Jamie Edmonds is an environmental manager for Kier Utilities. Since 2013, he has worked with The Eastern Alliance for Safe & Sustainable Transport (EASST) to donate a range of items from PPE, to shoes and even a 26-tonne lorry.

Here, Jamie explains why he does this and that anything can be donated, you just need to connect the dots and find the connections.

“In 2013, Kier acquired May Gurney, which is where I worked. May Gurney had over 12,000 employees and it was decided at an early stage that the May Gurney brand, where possible, would be changed to Kier. This was for all corporate branding, which included 1000s of items of branded clothing and PPE.

I realised that this meant that thousands of useable items of branded clothing, both old and brand-new, were going to be thrown away.
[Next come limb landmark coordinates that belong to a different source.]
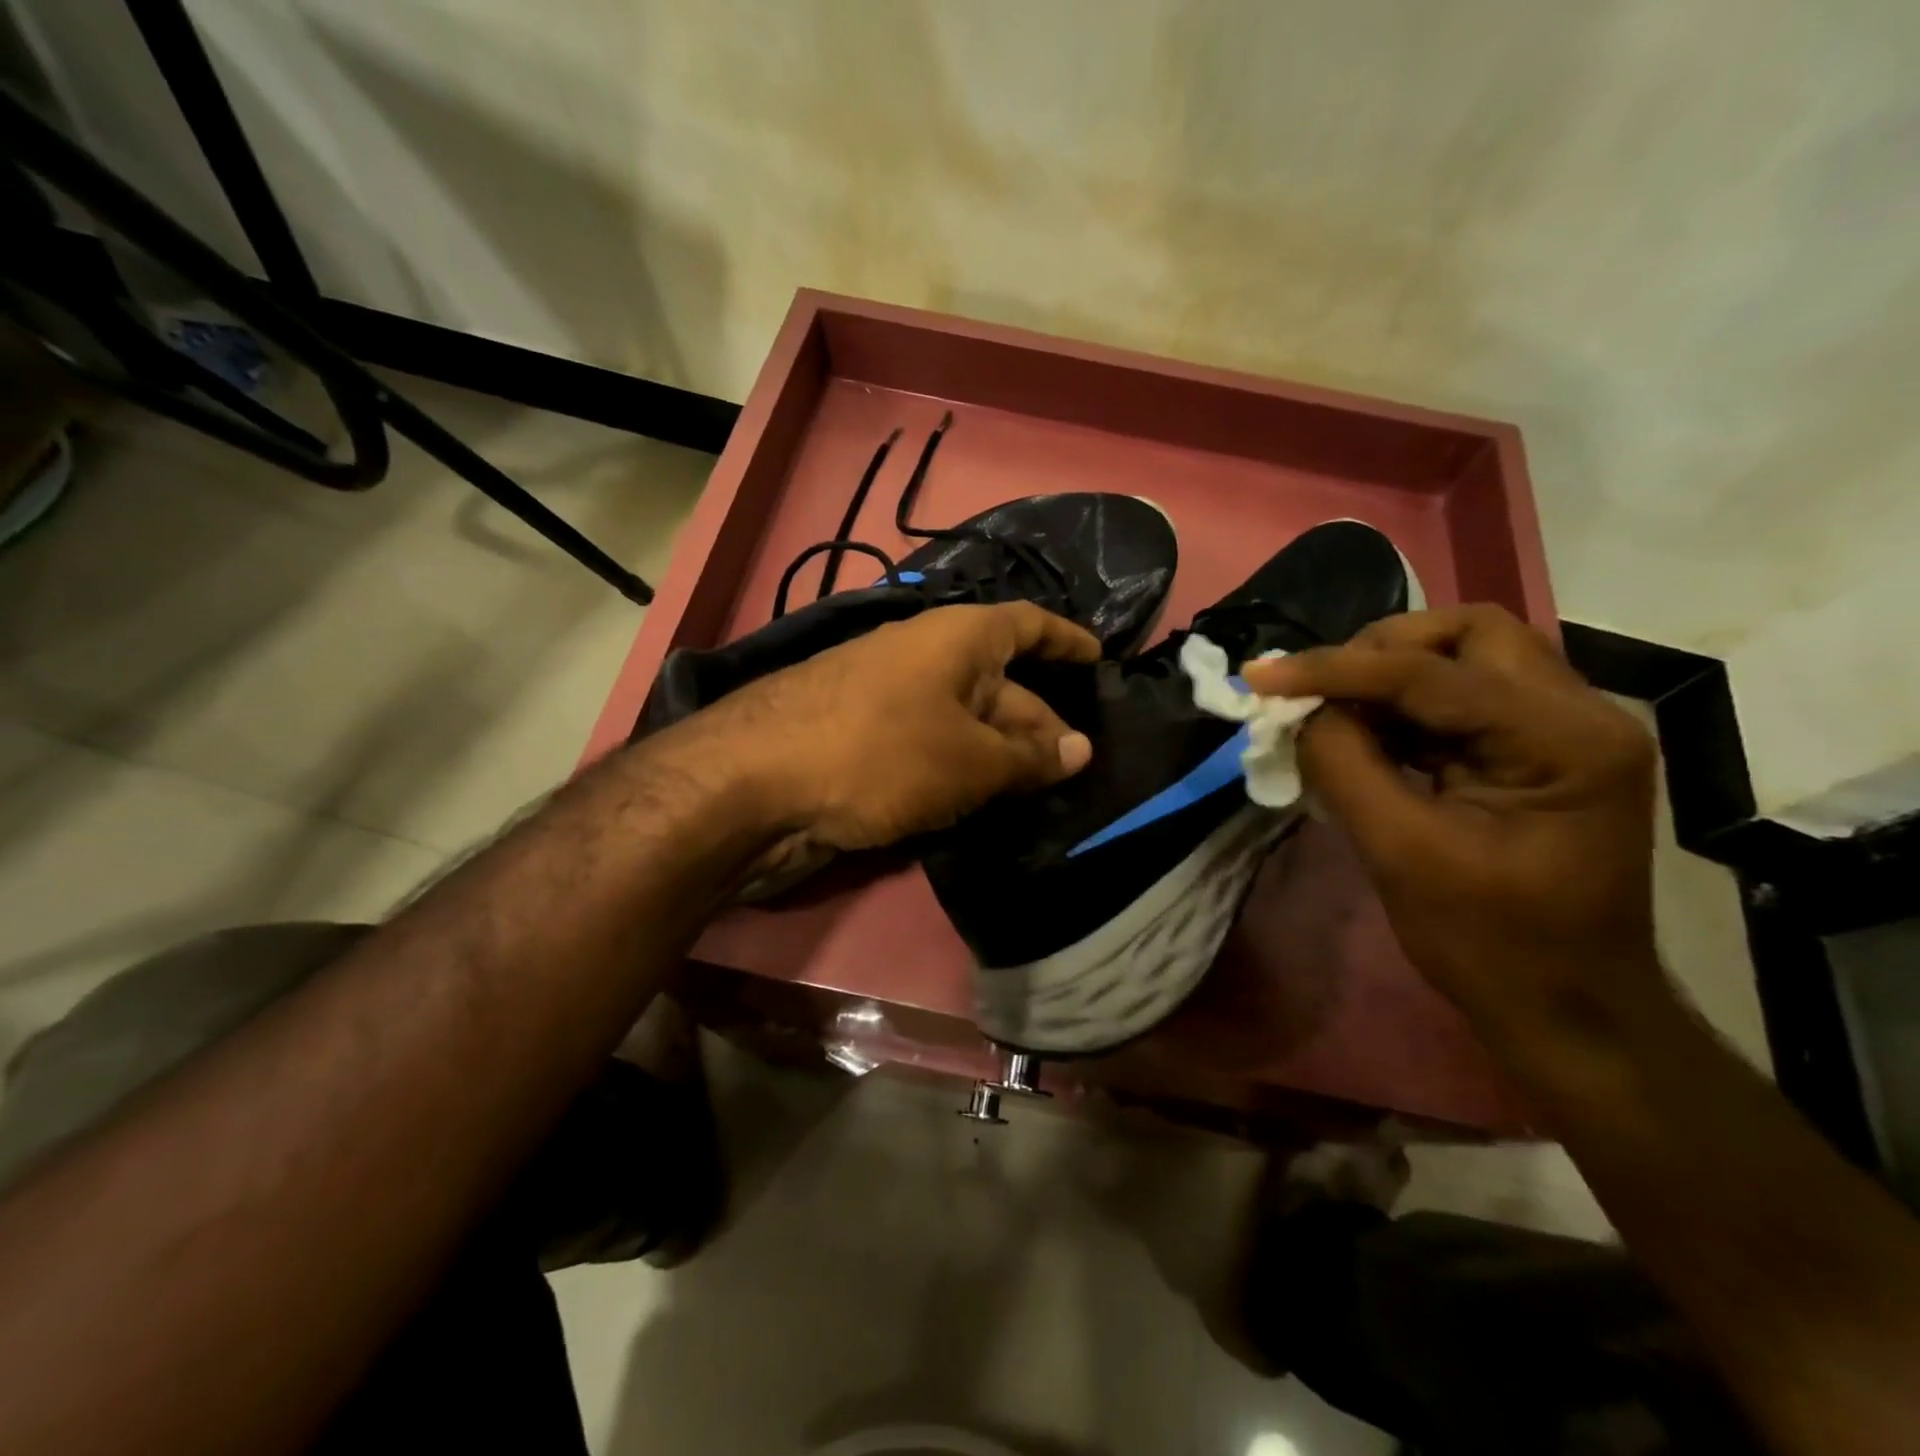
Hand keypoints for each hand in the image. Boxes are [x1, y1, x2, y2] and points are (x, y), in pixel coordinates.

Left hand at [665, 603, 1097, 875]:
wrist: (754, 786)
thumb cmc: (879, 754)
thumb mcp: (969, 759)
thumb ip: (1028, 757)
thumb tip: (1080, 750)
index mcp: (956, 638)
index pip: (1027, 625)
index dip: (1066, 640)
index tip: (1099, 659)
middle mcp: (923, 658)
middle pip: (999, 681)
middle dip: (1040, 721)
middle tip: (1078, 766)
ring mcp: (888, 699)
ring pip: (963, 722)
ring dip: (1000, 754)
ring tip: (1042, 793)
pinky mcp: (862, 741)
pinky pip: (930, 748)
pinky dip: (959, 771)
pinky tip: (980, 803)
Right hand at [1243, 605, 1663, 1041]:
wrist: (1568, 1010)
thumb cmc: (1491, 945)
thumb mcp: (1402, 854)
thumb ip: (1343, 766)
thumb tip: (1297, 711)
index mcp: (1563, 740)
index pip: (1430, 673)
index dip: (1336, 669)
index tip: (1261, 676)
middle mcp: (1580, 714)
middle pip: (1468, 633)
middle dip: (1379, 650)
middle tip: (1315, 689)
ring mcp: (1565, 730)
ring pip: (1464, 658)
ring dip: (1386, 676)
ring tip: (1328, 713)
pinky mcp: (1539, 750)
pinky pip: (1461, 698)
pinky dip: (1401, 707)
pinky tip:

This was not only a massive waste of money, but also it was a shameful waste as a lot of the items were still in their packaging. So, I made it my mission to find a good use for these items, at the very least the brand-new ones.

Eventually, I found EASST which works in Eastern Europe, the Caucasus and Central Asia. It is a UK-registered charity whose mission is to save lives and prevent injuries by making road transport safer, greener and more sustainable for future generations.

I spoke with the director, Emma MacLennan and told her we have thousands of items coming in. Emma was very excited about this and saw huge potential for the hi-visibility clothing to be put to good use in Moldova as part of the charity’s road safety projects. It was great, Emma had said we could send both the new and used stuff that we had.

The new stuff was simple because it was boxed up and we had quantities and weights sorted so it could be sent out. The used items were a bit more difficult as we needed to ensure they were clean and ready to be used again. Initially, we started working with the prison service and they were able to use the items as part of their own engagement programme for inmates. However, this became more and more difficult with different restrictions that came in.

Our employees started taking it home and washing it in their own washing machines, which isn’t what we had set out to happen in the first place, but it was great that people really wanted to help and be on the journey with us.

Our first batch of clothing went out in 2014 and had around 5,000 items in it – anything from coats to high vis vests and trousers. Largely this went to farmers in Moldova, who still use the traditional horse and cart method of transport there. Although they do have a motorway, which they drive the horse and cart down, in the evenings as well as the daytime.

As you can imagine, there have been some horrendous accidents there, so I went over and met with the American ambassador who sponsored the funding of the shipping of the items and I also met with the chief of police for the area. We had a ceremony and a few local people joined and we were able to start handing some items out, it was great to see where the items were going, how they were going to be used and the difference they would make.

We continued to run it and then when some of our alliance partners or subcontractors had items they wanted to donate we would work with EASST on this. When some of our bigger projects got involved they donated items in fairly large quantities and since, we have donated around 8000 more items.

These go to all different countries, we have sent some to Ukraine, Georgia, Tajikistan and Armenia. It’s often where there are major road projects taking place to provide the workforce with high vis clothing and it has also gone to the emergency services to use.

We also ran recycling centres for local councils, and as part of this we collected in children’s car seats and booster seats. We went through a process of approval for the second-hand car seats with the AA. We cleaned the approved ones and sent over 100 car seats to Moldova and Tajikistan to be used in a car seat library projects, where parents can borrow a car seat and bring it back when their children grow out of it.

There’s a lot of partners involved in this and Fire Aid donated a fire truck to Moldova. It’s all done through liaising with EASST who will help us find somewhere for the items. Working with them we found a home for a 26-tonne lorry which Fire Aid used to take items out to Eastern Europe for their fire training exercises.

You can find a home for near enough anything if you make the right collections. For me, morally it is the right thing to do so we’re not continuing to waste items and throw them away to end up on a landfill. Also, these items can help other people and save lives which is incredible. They can do a lot of good for others which is why we continue to do it and we continue to work with EASST.”

This year, Kier launched its Building for a Sustainable World framework. The framework concentrates on two key components: environmental sustainability and social sustainability and across these components there are 10 key focus areas. One focus area for environmental is ‘zero waste’ this our pledge to produce no avoidable waste by 2035 and our operations will be single-use plastic free by 2030.